DATASET ENTRIES:
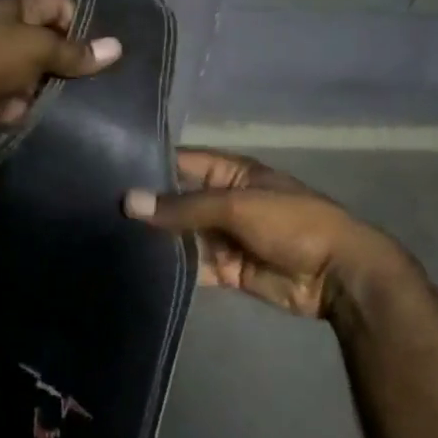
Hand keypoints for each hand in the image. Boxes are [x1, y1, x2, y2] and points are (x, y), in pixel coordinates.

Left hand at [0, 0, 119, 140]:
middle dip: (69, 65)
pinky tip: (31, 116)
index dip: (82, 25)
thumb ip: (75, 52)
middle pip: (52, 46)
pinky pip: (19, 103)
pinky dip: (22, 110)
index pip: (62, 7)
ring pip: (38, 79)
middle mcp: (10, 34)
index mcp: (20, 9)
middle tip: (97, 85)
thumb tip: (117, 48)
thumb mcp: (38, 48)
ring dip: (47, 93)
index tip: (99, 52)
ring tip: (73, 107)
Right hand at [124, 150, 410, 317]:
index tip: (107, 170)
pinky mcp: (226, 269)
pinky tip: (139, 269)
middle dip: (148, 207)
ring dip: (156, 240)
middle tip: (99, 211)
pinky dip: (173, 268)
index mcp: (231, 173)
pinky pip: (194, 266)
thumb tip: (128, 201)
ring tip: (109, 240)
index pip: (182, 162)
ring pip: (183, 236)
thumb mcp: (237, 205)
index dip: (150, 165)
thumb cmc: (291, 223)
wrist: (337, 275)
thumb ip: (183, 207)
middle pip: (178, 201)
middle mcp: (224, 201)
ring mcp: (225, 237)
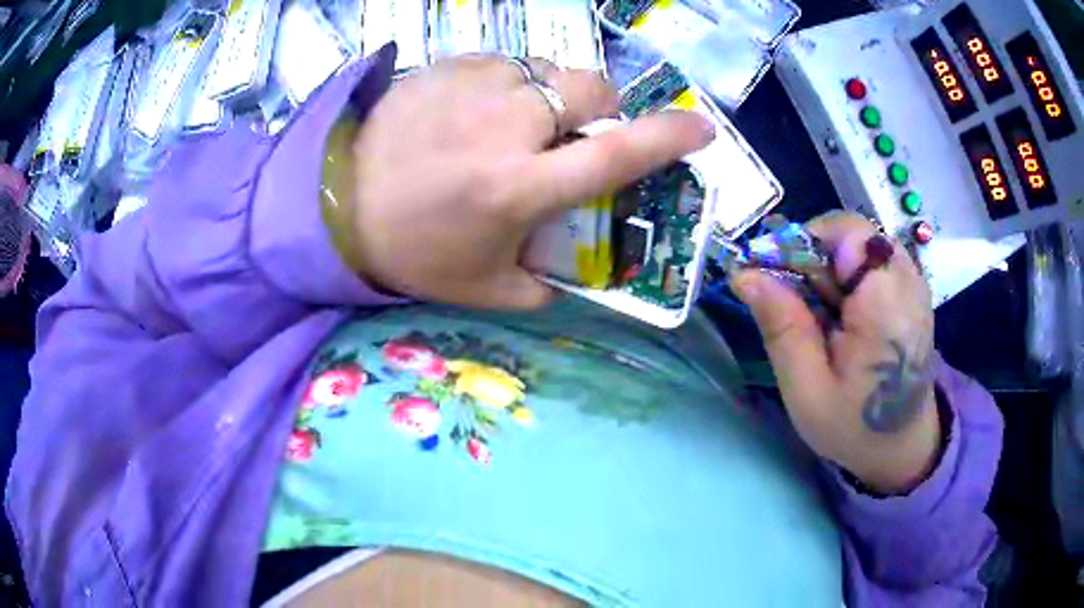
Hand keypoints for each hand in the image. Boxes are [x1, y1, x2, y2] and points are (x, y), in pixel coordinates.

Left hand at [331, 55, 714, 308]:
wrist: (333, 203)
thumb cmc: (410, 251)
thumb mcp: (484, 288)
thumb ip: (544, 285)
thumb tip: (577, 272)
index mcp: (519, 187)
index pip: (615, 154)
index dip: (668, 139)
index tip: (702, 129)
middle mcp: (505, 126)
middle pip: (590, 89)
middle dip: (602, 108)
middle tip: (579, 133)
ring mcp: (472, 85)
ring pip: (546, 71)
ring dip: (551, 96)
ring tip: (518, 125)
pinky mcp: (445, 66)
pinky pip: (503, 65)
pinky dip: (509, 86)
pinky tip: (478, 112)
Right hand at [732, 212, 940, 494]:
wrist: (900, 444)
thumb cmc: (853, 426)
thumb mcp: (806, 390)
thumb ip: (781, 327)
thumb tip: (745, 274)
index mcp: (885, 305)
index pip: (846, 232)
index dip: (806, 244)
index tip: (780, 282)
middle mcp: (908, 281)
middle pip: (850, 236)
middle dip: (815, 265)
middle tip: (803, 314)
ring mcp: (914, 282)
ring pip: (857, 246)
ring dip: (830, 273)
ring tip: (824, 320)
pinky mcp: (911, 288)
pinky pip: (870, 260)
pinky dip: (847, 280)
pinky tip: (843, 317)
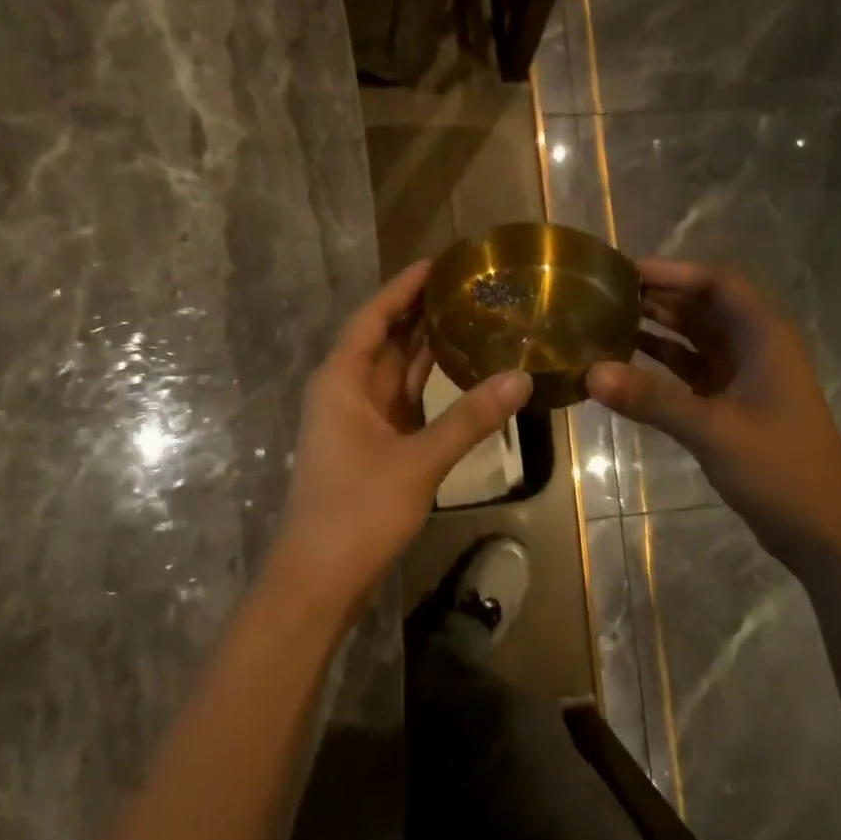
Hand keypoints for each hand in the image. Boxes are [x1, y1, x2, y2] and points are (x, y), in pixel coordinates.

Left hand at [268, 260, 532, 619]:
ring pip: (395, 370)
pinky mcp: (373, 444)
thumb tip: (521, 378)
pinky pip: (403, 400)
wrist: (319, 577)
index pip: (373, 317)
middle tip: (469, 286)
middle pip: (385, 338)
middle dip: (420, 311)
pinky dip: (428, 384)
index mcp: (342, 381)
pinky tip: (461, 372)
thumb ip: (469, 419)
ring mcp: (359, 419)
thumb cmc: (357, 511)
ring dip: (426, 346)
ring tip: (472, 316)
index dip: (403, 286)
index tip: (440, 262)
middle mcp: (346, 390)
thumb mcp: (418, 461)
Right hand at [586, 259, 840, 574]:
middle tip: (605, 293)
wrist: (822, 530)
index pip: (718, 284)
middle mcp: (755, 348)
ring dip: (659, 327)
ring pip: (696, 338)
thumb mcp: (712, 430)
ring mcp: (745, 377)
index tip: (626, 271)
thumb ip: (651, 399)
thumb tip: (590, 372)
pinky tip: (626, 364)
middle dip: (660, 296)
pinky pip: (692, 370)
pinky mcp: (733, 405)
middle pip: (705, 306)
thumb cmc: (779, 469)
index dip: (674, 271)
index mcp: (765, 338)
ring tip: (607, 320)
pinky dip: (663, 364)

TASK PROMPT:
Although the records contain pictures, transcribe only their text, exactly as written.

ANSWER FOR THIS EXERCISE:
Hand keypoints for each hand in the image. Boxes are [x1, y1, x2, y2] and points are (x, y), in pixel coordinates.

Left hand at [0, 0, 119, 140]:
middle dip: (69, 65)
pinky tip: (31, 116)
index dip: (82, 25)
thumb ip: (75, 52)
middle pip: (52, 46)
pinky pip: (19, 103)
pinky dip: (22, 110)
index pip: (62, 7)
ring pip: (38, 79)
middle mcp: (10, 34)
index mcp: (20, 9)
middle tip: (97, 85)
thumb tip: (117, 48)
thumb mcp: (38, 48)
ring dip: (47, 93)
index tip: (99, 52)
ring tip: (73, 107)
Right hand at [124, 150, 410, 317]:
index tip: (107, 170)
pinky mcp: (226, 269)
pinky tip: (139, 269)
middle dip: (148, 207)
ring dip: (156, 240)
middle tip: (99, 211)
pinky dip: (173, 268)
index mcp: (231, 173)
pinky pip: (194, 266)
thumb tip: (128, 201)
ring tip: (109, 240)
index pip: (182, 162)
ring pip: (183, 236)
thumb mcp: (237, 205)
index dip: (150, 165)
thumb cmc: (291, 223)
wrist: (337, 275)
thumb ip: (183, 207)
middle pip: (178, 201)
middle mcp: (224, 201)
ring mcp: (225, 237)
Hand keypoints for each hand in the image. Boxes are [x1, y1, x2, y2] and points are (x, y), in pixel coordinates.

Left hand at [331, 55, 714, 308]:
wrist: (333, 203)
thumb cmc: (410, 251)
thumb mcp: (484, 288)
thumb ip: (544, 285)
thumb tip: (577, 272)
index mcp: (519, 187)
index pip: (615, 154)
index dip: (668, 139)
index tip: (702, 129)
middle mcp: (505, 126)
middle pip: (590, 89)
middle dip: (602, 108)
middle tip: (579, 133)
ring mcp: (472, 85)
ring pip: (546, 71)
ring dip: (551, 96)
ring tip: (518, 125)
pinky mcp: (445, 66)
pinky pip: (503, 65)
pinky dip: (509, 86)
pinky tip: (478, 112)
Right hand at [732, 212, 940, 494]:
wrist: (900, 444)
thumb cmc: (853, 426)
thumb mcp: (806, 390)
thumb ip: (781, 327)
thumb tip: (745, 274)
index mcp: (885, 305)
index pip: (846, 232)
index dip: (806, 244)
index tip: (780, 282)
middle mcp: (908, 281)
middle pip: (850, 236)
middle dip: (815, 265)
middle tip: (803, 314)
ring mcp: (914, 282)
ring pip: (857, 246)
ring dip: (830, 273)
ring tip: (824, 320)
pinky mcp: (911, 288)
pinky pip: (870, 260)
pinky dip: (847, 280)
pinky tip: (843, 317)
Hand keypoints for each hand in the image. Boxes are [x1, y1, x2, y2] and points are (x, y), in pixel coordinates.

Left hand at [268, 260, 532, 619]:
ring pip: (395, 370)
pinky mcp: (373, 444)
thumb tip: (521, 378)
pinky pip: (403, 400)
wrist: (319, 577)
index pip: (373, 317)
middle tip: (469, 286)
middle pip: (385, 338)
middle dip: (420, 311)
pinky dip: (428, 384)
index mcp: (342, 381)
pinky tip: (461, 372)
thumb ip: (469, 419)
ring mcp: (359, 419)
thumb cmc: (357, 511)
ring dip: (426, 346)
ring tip: (472, 316)
index dip: (403, 286)
index tip: (440, 262)
middle mcp: (346, 390)
thumb mcp: (418, 461)
Right hand at [586, 259, 840, 574]:
middle tip: (605, 293)
wrist: (822, 530)
index pip: (718, 284)
middle mcp: (755, 348)
ring dip: (659, 327)
ring pip: (696, 338)
thumb mcp: (712, 430)
ring mcp: (745, 377)
index tip: (626, 271)
thumb ip: (651, 399)
thumb tip: (590, 372)
pinky tip: (626, 364)
middle dip: (660, 296)
pinky pip: (692, 370)
pinky mcp: (733, 405)
middle pip: (705, 306)
thumb cmc: (779, 469)
index dip: (674, 271)
index mcp: (765, 338)
ring tip: (607, 320)
pinky dip: (663, 364)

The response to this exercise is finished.